*** Opening of Supplied material ***

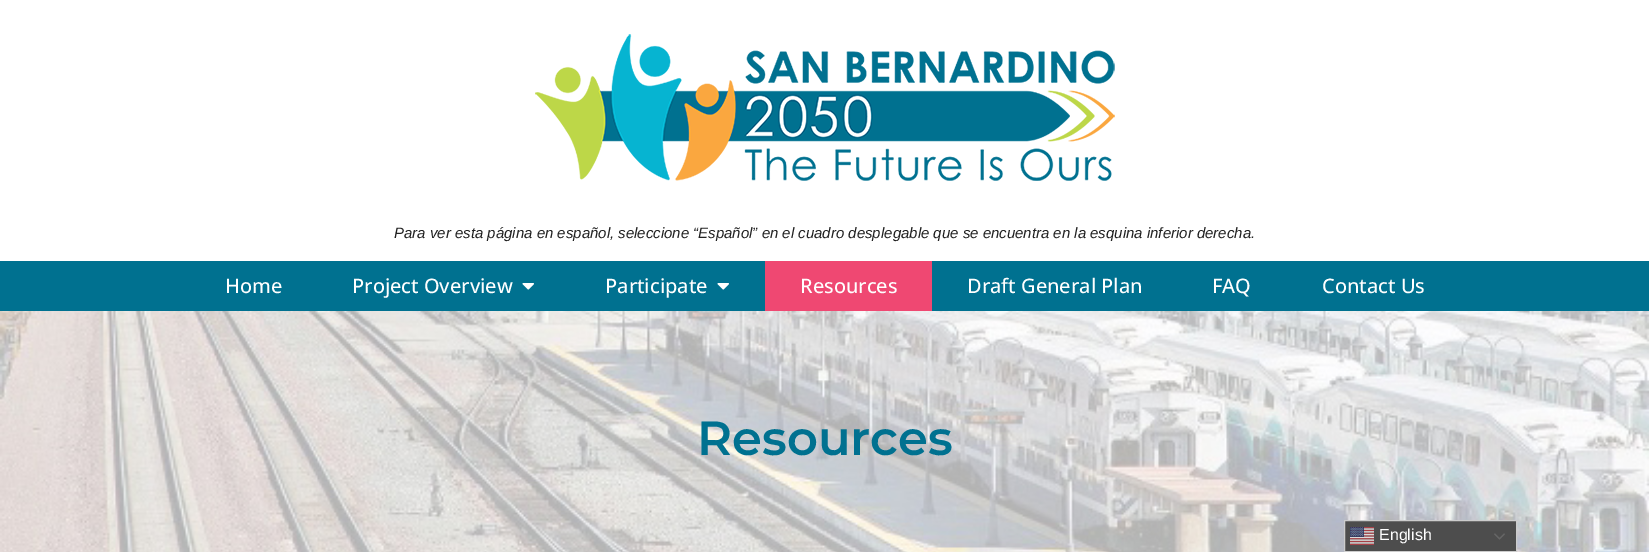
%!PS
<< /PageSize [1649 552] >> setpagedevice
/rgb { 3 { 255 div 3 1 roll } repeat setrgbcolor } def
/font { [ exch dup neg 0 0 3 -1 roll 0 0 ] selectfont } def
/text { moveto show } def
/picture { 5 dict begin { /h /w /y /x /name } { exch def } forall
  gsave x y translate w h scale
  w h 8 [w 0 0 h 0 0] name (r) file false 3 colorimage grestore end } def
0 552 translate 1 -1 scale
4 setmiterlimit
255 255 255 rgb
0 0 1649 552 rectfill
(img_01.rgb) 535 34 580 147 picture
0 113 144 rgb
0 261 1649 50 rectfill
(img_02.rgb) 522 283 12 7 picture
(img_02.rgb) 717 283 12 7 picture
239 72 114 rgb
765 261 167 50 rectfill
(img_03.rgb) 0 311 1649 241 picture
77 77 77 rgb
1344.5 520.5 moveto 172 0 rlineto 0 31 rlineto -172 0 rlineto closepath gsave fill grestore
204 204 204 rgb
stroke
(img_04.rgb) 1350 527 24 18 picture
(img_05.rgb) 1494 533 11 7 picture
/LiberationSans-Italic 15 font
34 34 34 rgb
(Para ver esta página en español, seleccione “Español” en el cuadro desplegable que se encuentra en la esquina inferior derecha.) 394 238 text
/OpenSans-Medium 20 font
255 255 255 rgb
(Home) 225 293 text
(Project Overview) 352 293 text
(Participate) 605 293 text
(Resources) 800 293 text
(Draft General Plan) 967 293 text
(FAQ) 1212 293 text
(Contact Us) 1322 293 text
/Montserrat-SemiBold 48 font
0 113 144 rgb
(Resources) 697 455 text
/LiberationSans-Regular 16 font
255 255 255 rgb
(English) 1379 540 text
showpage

*** Close of Supplied material ***

● **Exercise requirements**:
Check each line above for the string "exch" and return those that contain it.

● **Task result**:
/font { [ exch dup neg 0 0 3 -1 roll 0 0 ] selectfont } def
/picture { 5 dict begin { /h /w /y /x /name } { exch def } forall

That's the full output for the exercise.